“Ho il terribile sospetto di essere una donna avida, pervertita, egoista, cinica, depravata e moralmente fallita che non merita di chiamarsi femminista”. Basterebbe questo monologo del primo episodio di Fleabag, la serie che ha trionfato agli Emmy, per capire di non trovarsi di fronte a una serie tv come le altre. Phoebe Waller-Bridge, che ha ideato scritto e interpretato la serie, ha vinto sia come sceneggiatrice che come attrice, portandosi a casa anche la statuetta più ambita della serata, quella per la miglior serie comedy (l’altra, per la miglior serie drammatica, è andata a Game Of Thrones).

Acclamatissima dalla critica, Fleabag racconta la vita di una trentenne londinese cinica e irriverente, confusa e arrabbiata, che prova a stare a galla tra i relitti della sua esistenza. Condensare così la trama è riduttivo: la serie guarda la realtà attraverso gli occhi della protagonista, che rompe la quarta parete e commenta il mondo da un punto di vista tutto suo, cinico e dissacrate. Di lei sappiamo tutto: sappiamo che ha una caffetteria sull’orlo del fallimento, una sorella maniaca del controllo, un padre distante che sta per sposare un’amica di famiglia che Fleabag detesta cordialmente, ricambiata. Sappiamo che sua madre è morta e che anche la sua migliore amica è morta lasciandola sola con un porcellino d’India da accudire e una montagna di sensi di colpa. Sappiamo di tutte le sue relazioni fallite e degli uomini con cui cerca sollievo da se stessa, un briciolo di gratificazione più che di piacere.

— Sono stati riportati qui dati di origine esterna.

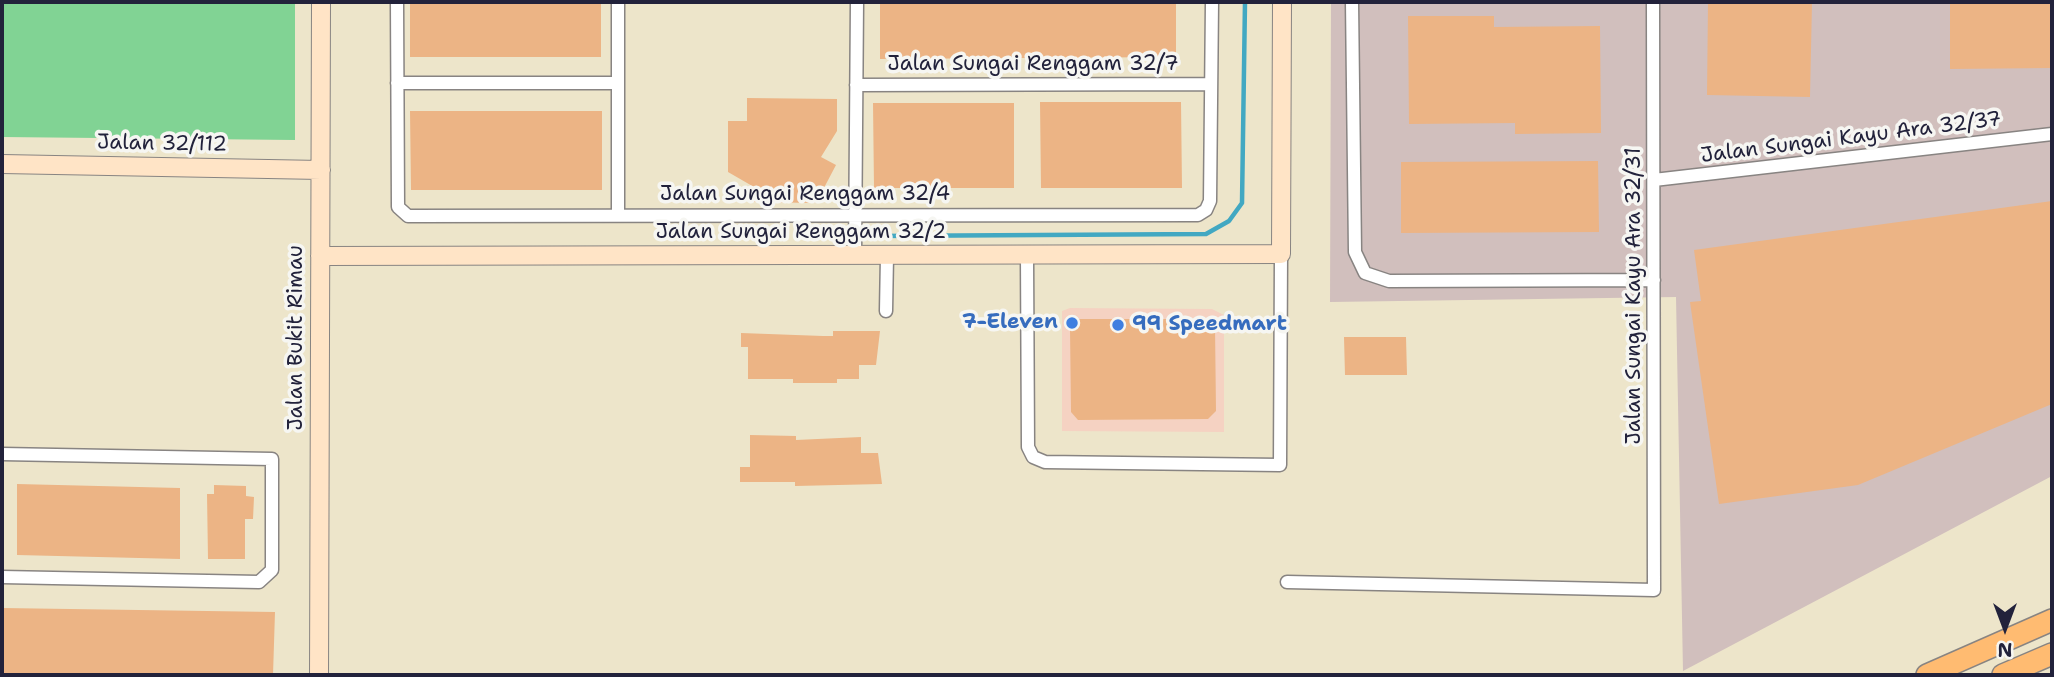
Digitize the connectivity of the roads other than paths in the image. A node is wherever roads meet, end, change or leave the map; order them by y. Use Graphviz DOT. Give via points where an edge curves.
graph roads {
  1 [pos="321,2"];
  2 [pos="397,2"];
  3 [pos="618,2"];
  4 [pos="858,2"];
  5 [pos="1212,2"];
  6 [pos="1282,2"];
  7 [pos="1352,2"];
  8 [pos="1653,2"];
  9 [pos="397,83"];
  10 [pos="618,83"];
  11 [pos="1211,84"];
  12 [pos="856,85"];
  13 [pos="2052,134"];
  14 [pos="2,164"];
  15 [pos="321,170"];
  16 [pos="1654,180"];
  17 [pos="618,214"];
  18 [pos="854,215"];
  19 [pos="1282,254"];
  20 [pos="855,255"];
  21 [pos="320,256"];
  22 [pos="887,256"];
  23 [pos="1027,257"];
  24 [pos="1654,280"];
  25 [pos="886,311"];
  26 [pos="2,454"];
  27 [pos="2,577"];
  28 [pos="1287,582"];
  29 [pos="2052,620"];
  30 [pos="2052,654"];
  31 [pos="319,675"];
  32 [pos="1927,675"];
  33 [pos="2003,675"];
  1 -- 15 [label="street, Jalan Bukit Rimau"];
  2 -- 9 [label="street"];
  3 -- 10 [label="street"];
  4 -- 12 [label="street"];
  5 -- 11 [label="street"];
  6 -- 19 [label="street"];
  7 -- 24 [label="street" via="1355,252 1365,273 1389,281"];
  8 -- 16 [label="street, Jalan Sungai Kayu Ara 32/31"];
  9 -- 10 [label="street"];
  9 -- 17 [label="street, Jalan Sungai Renggam 32/4" via="398,207 404,215"];
  10 -- 17 [label="street"];
  11 -- 12 [label="street, Jalan Sungai Renggam 32/7"];
  11 -- 18 [label="street, Jalan Sungai Renggam 32/4" via="1210,201 1198,215"];
  12 -- 18 [label="street"];
  13 -- 16 [label="street, Jalan Sungai Kayu Ara 32/37"];
  14 -- 15 [label="street, Jalan 32/112"];
  15 -- 21 [label="street, Jalan Bukit Rimau"];
  16 -- 24 [label="street, Jalan Sungai Kayu Ara 32/31"];
  17 -- 18 [label="street, Jalan Sungai Renggam 32/4"];
  18 -- 20 [label="street"];
  19 -- 23 [label="street, Jalan Sungai Renggam 32/2"];
  19 -- 23 [label="street" via="1280,465 1045,462 1033,457 1028,447"];
  20 -- 21 [label="street, Jalan Sungai Renggam 32/2"];
  20 -- 22 [label="street, Jalan Sungai Renggam 32/2"];
  21 -- 31 [label="street, Jalan Bukit Rimau"];
  22 -- 23 [label="street, Jalan Sungai Renggam 32/2"];
  22 -- 25 [label="street"];
  24 -- 28 [label="street, Jalan Sungai Kayu Ara 32/31" via="1654,590"];
  26 -- 27 [label="street" via="272,460 272,570 259,582"];
  29 -- 32 [label="highway"];
  30 -- 33 [label="highway"];
}
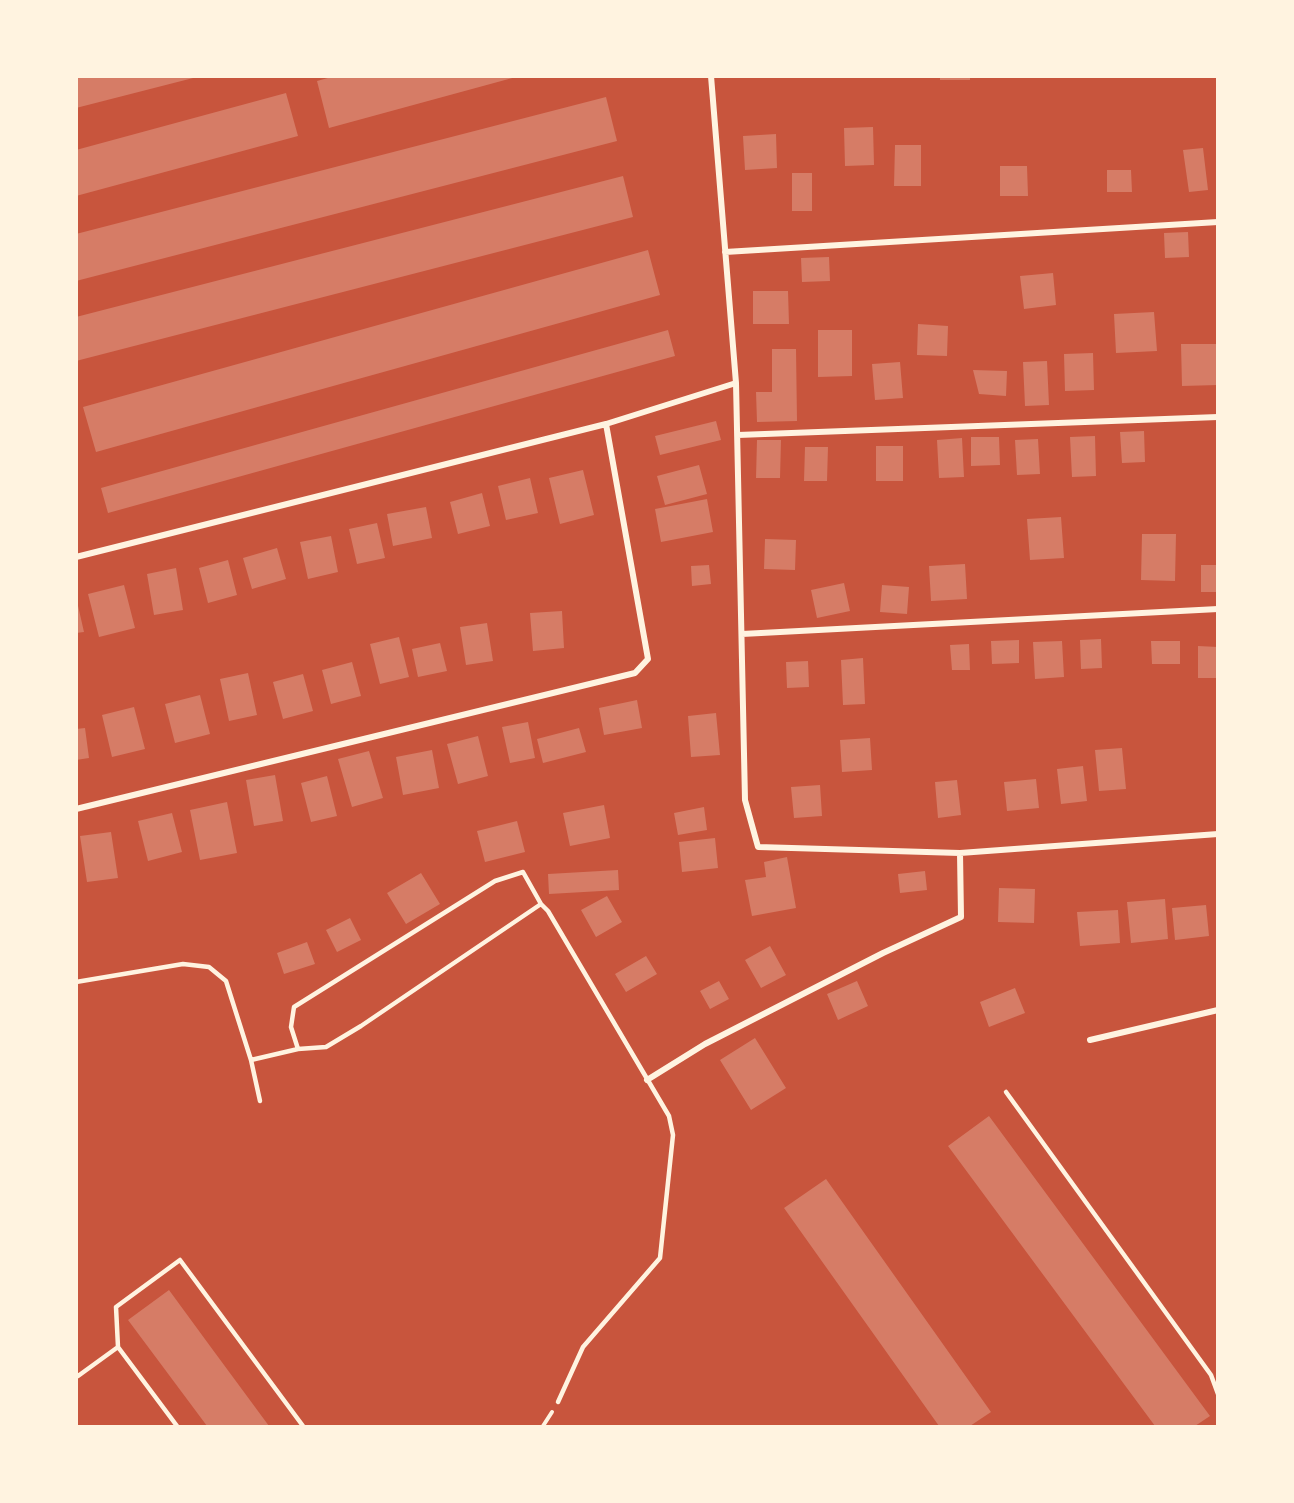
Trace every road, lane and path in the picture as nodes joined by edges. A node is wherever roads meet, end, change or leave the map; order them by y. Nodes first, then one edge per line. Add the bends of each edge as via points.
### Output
1 (711, 76) edge
2 (1218, 222) edge
3 (725, 252) junction
4 (736, 383) junction
5 (1218, 417) edge
6 (606, 424) junction
7 (738, 435) junction
8 (76, 557) edge
9 (1218, 609) edge
10 (742, 634) junction
11 (76, 809) edge
12 (1218, 834) edge
13 (960, 853) junction
14 (541, 904) junction
15 (76, 982) edge
16 (1218, 1010) edge
17 (1090, 1040) dead end
18 (298, 1049) junction
19 (250, 1060) junction
20 (647, 1080) junction
21 (1006, 1092) dead end
22 (260, 1101) dead end
23 (117, 1347) junction
24 (77, 1376) edge
25 (1218, 1394) edge
26 (558, 1402) joint
27 (177, 1426) edge
28 (303, 1426) edge
29 (543, 1426) edge

1 - 3 street
2 - 3 street
3 - 4 street
4 - 6 street
4 - 7 street
5 - 7 street
6 - 8 street
6 - 11 street via 648,659 634,673
7 - 10 street
9 - 10 street
10 - 13 street via 745,800 758,847
12 - 13 street
13 - 20 street via 961,917 705,1044
14 - 18 lane via 326,1047
14 - 18 lane via 523,872 495,881 435,916 294,1007 291,1028
14 - 20 lane via 549,910
15 - 19 lane via 183,964 209,967 226,981
16 - 17 street
18 - 19 lane
19 - 22 lane
20 - 26 lane via 669,1116 673,1135 660,1258 583,1347
21 - 25 lane via 1211,1375
23 - 24 lane
23 - 27 lane
23 - 28 lane via 116,1307 180,1260
26 - 29 path

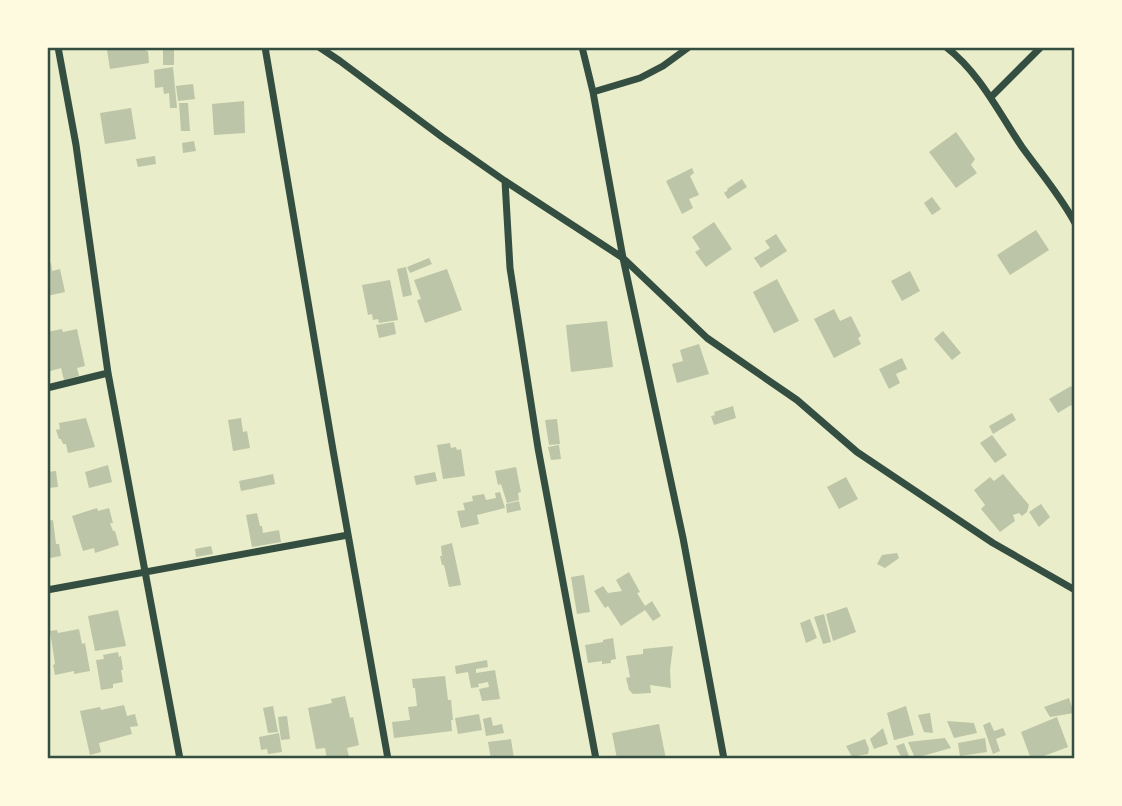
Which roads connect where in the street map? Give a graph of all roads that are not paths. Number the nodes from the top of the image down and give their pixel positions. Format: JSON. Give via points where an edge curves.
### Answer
{"nodes":[{"id":1,"x":58,"y":47,"type":"edge"},
{"id":2,"x":265,"y":47,"type":"edge"},
{"id":3,"x":319,"y":47,"type":"edge"},
{"id":4,"x":582,"y":47,"type":"edge"},
{"id":5,"x":689,"y":47,"type":"edge"},
{"id":6,"x":946,"y":47,"type":"edge"},
{"id":7,"x":1041,"y":47,"type":"edge"},
{"id":8,"x":593,"y":92,"type":"junction"},
{"id":9,"x":991,"y":97,"type":"junction"},
{"id":10,"x":505,"y":181,"type":"junction"},
{"id":11,"x":1075,"y":223,"type":"edge"},
{"id":12,"x":623,"y":257,"type":"junction"},
{"id":13,"x":108,"y":373,"type":"junction"},
{"id":14,"x":47,"y":388,"type":"edge"},
{"id":15,"x":348,"y":535,"type":"junction"},
{"id":16,"x":145,"y":571,"type":"junction"},
{"id":17,"x":1073,"y":587,"type":"edge"},
{"id":18,"x":47,"y":590,"type":"edge"},
{"id":19,"x":180,"y":759,"type":"edge"},
{"id":20,"x":388,"y":759,"type":"edge"},
{"id":21,"x":596,"y":759,"type":"edge"},
{"id":22,"x":723,"y":759,"type":"edge"}],
"edges":[{"from":1,"to":13,"type":"street"},
{"from":2,"to":15,"type":"street"},
{"from":3,"to":10,"type":"street"},
{"from":4,"to":8,"type":"street"},
{"from":5,"to":8,"type":"street","via":[[640,78]]},
{"from":6,"to":9,"type":"street"},
{"from":7,"to":9,"type":"street"},
{"from":8,"to":12,"type":"street"},
{"from":9,"to":11,"type":"street"},
{"from":10,"to":12,"type":"street"},
{"from":10,"to":21,"type":"street","via":[[517,318]]},
{"from":12,"to":17,"type":"street","via":[[707,338],[797,400],[857,452],[993,543]]},
{"from":12,"to":22,"type":"street","via":[[683,538]]},
{"from":13,"to":14,"type":"street"},
{"from":13,"to":16,"type":"street"},
{"from":15,"to":16,"type":"street"},
{"from":15,"to":20,"type":"street"},
{"from":16,"to":18,"type":"street"},
{"from":16,"to":19,"type":"street"}]}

Sappiamo tutto, ma non sappiamo il suo nome: Fleabag è un’espressione per indicare una persona cattiva, scorretta un ‘sacco di pulci’.

Phoebe Waller-Bridge è una delle voci più interessanti di questa generazione: ha scritto Fleabag come uno spettacolo teatrale per il festival Fringe di Edimburgo, che poi è stato notato dalla Bbc e prodotto per la televisione, distribuito in tutto il mondo da Amazon Prime. Ne è venuta fuori una serie tv folgorante, già diventata di culto: due stagioni con sei episodi ciascuno, che nell’arco di venticinque minuti passano dal dramma alla commedia e viceversa. Nel cast, oltre a Phoebe Waller-Bridge, anche Sian Clifford, una bravissima Olivia Colman e Andrew Scott nella sua forma migliore, nei panni di un sacerdote particolarmente affascinante.

Intendiamoci: di serie che parlano di donne single alle prese con il lavoro e le relazioni amorose ne è piena la tv. Fleabag però non è un’eroina che vuole salvare il mondo. Riesce a malapena a salvare se stessa. Fleabag è un lungo e appassionante monologo sulla solitudine e sullo strazio di avere trent’anni e non sapere che farsene. E non è neanche una serie femminista – se s’intende una storia con molti buoni sentimenti e riscatto finale della protagonista. “A volte ho paura che non sarei così femminista se avessi avuto delle tette più grandi”, confessa candidamente di fronte a un sacerdote. Fleabag parla anche di sesso, menopausa, matrimoni falliti e tradimenti, ma è soprattutto capace di raccontare con brutale onestà la confusione di una vita adulta senza una direzione, il dolore e la rabbia.

Lo fa attraverso l’ironia tagliente di una protagonista brillante, arguta, incapace di adattarsi alle regole della vita adulta e di amarsi abbastanza per lasciarsi amare a sua volta. “O tutti si sentono così ogni tanto e non lo dicono, o sono disgraziatamente sola”. Che poi è quello che ogni fan della serie ha pensato dopo l’ultimo episodio.